You also need to realize that published specifications are intended to sell products... usually to specific markets...
So, for example, let's say I had an amplifier that produced 72 watts at 0.01% THD, 92 watts at 0.1% THD, and 102 watts at 10% THD.
(These would be typical measurements for a medium-sized solid state amplifier.)
If I was attempting to market that amplifier to audiophiles, who strongly favor very low THD numbers...
I would probably rate it conservatively at "65 watts at 0.01% THD".
However, if I was marketing it to typical consumers, and one of my main competitors had a similar model rated at "75 watts @ 0.1%"...
I would rate mine as "90 watts at 0.1%" to emphasize the fact that it was more powerful than my competitor's product at the same rated distortion.
And, if I was selling it as an amplifier to be used with public address equipment in small theaters...
I might rate it as "a 100 watt public address amplifier" - and only mention that rating was at 10% in the proverbial fine print.
(Note that, for PA equipment, 10% THD is considered perfectly acceptable, but maximum available volume is important, and "100" is a nice round number.)
Note that NONE of those rating is incorrect, misleading, or "bad" - they just provide the information in the form preferred by the "target market".
So, the conclusion is?
I'm not sure there is any conclusion to be had...
You can't really claim that anybody is cheating simply because they fail to provide the specs that you find useful - because there are no "official specs"...
Each manufacturer simply publishes the specs that they believe will impress the people they hope will buy their product.

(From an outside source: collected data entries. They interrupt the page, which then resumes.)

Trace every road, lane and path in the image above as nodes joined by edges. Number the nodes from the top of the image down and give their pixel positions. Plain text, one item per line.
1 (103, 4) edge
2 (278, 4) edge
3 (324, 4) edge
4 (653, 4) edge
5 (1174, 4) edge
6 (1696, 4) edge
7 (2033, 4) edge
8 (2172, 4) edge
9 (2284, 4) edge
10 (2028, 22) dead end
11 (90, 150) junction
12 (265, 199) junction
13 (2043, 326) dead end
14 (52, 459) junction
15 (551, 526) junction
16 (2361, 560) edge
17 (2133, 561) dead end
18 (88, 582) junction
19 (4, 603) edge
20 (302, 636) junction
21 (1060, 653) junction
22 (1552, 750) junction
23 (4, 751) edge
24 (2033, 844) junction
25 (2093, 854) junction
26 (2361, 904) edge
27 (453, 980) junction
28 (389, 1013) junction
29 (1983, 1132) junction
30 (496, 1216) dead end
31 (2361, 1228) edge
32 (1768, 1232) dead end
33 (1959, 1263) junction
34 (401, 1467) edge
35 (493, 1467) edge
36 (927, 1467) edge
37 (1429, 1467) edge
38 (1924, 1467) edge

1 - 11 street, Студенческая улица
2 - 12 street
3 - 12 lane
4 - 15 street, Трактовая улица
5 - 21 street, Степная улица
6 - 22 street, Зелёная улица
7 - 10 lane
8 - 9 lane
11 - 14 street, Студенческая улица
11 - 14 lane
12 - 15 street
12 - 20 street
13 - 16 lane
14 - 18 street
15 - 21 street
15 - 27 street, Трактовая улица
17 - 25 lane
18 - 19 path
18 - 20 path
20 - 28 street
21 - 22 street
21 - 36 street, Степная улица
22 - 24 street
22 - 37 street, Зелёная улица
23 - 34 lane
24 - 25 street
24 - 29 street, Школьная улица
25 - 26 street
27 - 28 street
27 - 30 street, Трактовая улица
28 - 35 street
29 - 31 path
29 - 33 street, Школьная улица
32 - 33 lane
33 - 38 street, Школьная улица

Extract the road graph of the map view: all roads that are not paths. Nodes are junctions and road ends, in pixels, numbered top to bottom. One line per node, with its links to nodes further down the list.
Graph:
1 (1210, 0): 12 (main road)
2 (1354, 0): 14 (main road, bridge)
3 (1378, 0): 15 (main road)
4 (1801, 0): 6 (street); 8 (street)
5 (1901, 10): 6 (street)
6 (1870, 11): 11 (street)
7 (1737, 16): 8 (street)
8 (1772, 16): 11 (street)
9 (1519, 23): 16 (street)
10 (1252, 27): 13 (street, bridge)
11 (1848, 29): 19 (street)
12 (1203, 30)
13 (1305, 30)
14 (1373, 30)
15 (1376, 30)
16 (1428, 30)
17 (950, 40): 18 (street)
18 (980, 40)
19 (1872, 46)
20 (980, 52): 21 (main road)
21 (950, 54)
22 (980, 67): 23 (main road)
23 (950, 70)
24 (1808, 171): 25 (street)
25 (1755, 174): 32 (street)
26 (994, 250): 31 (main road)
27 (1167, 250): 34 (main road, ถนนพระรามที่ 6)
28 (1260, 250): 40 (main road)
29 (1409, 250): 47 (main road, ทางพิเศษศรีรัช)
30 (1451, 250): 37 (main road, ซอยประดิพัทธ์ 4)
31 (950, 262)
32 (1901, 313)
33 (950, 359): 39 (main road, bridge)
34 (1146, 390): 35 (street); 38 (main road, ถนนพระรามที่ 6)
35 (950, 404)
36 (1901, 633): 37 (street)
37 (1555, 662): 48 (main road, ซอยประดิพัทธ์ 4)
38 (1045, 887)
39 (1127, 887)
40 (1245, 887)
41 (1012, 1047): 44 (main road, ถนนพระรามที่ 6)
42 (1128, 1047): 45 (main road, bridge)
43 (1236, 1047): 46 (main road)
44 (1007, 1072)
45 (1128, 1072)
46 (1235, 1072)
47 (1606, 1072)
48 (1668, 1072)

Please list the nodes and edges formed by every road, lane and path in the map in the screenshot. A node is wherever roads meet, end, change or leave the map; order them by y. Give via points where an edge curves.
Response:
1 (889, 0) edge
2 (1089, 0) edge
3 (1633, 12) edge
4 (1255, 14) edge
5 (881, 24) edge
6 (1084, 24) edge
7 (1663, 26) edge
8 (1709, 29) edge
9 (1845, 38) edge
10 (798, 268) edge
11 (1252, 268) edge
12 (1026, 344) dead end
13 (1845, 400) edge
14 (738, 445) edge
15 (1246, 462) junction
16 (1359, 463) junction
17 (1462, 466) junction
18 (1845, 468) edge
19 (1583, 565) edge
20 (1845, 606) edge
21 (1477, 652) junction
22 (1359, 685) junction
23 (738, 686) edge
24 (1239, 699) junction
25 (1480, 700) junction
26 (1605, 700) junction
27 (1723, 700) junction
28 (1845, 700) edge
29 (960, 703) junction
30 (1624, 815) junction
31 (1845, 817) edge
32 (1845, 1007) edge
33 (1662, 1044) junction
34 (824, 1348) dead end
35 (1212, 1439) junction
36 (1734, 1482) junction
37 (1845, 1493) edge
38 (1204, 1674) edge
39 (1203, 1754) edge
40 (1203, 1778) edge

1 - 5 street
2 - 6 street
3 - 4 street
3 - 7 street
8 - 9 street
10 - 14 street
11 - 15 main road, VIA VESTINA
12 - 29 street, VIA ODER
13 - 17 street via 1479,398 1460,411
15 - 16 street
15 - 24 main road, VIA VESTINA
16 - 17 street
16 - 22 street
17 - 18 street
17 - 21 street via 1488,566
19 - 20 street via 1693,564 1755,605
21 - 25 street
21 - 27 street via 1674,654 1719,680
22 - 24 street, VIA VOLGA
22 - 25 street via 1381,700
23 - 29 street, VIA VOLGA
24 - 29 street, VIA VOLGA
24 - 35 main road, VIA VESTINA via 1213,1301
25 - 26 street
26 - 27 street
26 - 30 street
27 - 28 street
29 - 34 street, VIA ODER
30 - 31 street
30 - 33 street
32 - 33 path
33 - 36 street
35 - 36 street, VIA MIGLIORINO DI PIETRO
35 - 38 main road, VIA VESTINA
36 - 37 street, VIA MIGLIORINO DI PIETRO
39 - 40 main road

And, yes, if they fail to meet the specs they claim, under the exact conditions they specify, then it might be reasonable to say they're misleading you.
However, if the manufacturer simply fails to provide complete information, you can't say they're "cheating" simply because you made incorrect assumptions.
(So, for example, if they describe it as "a 100 watt amplifier", but don't specify the THD, then it's your fault if you assume they measured it at 0.1% THD, but they used 10% THD.)
The conclusion that there is no conclusion to be had is demonstrably, inherently and deductively false because the conclusion that there is no conclusion to be had is a conclusion itself. There must be a conclusion other than that there is no conclusion to be had.
I do the conclusion that smart users choose with reviewers help(like z-reviews, forums like this one etc), most advanced users probably will try the product in offline shops(that's become an exotic way nowadays) or analyze deep in-tech reviews from www.audiosciencereview.com. To other users price and color is enough )) BTW, for an ideal case, which should be quite close to any linear amp clipping behavior, THD 1% vs 10% makes +23% up power rating. Power amps is a much more challenging task vs HPA due to higher currents, voltages and powers(about 1000 times) involved. DAC and HPA area is really trivial technically, any cheating attempts there can show us just shamefully low engineering level.
This reply sooo reminds me of former secretary of defense Donald Rumsfeld's famous "known unknowns" response at a press conference some years ago! lol
"You can't know anything because you can't know everything." --A. Internet Genius
For me the biggest scam are fuses... And power cords costing more than few hundred bucks
Pardon my ignorance, but, what does FTFY mean?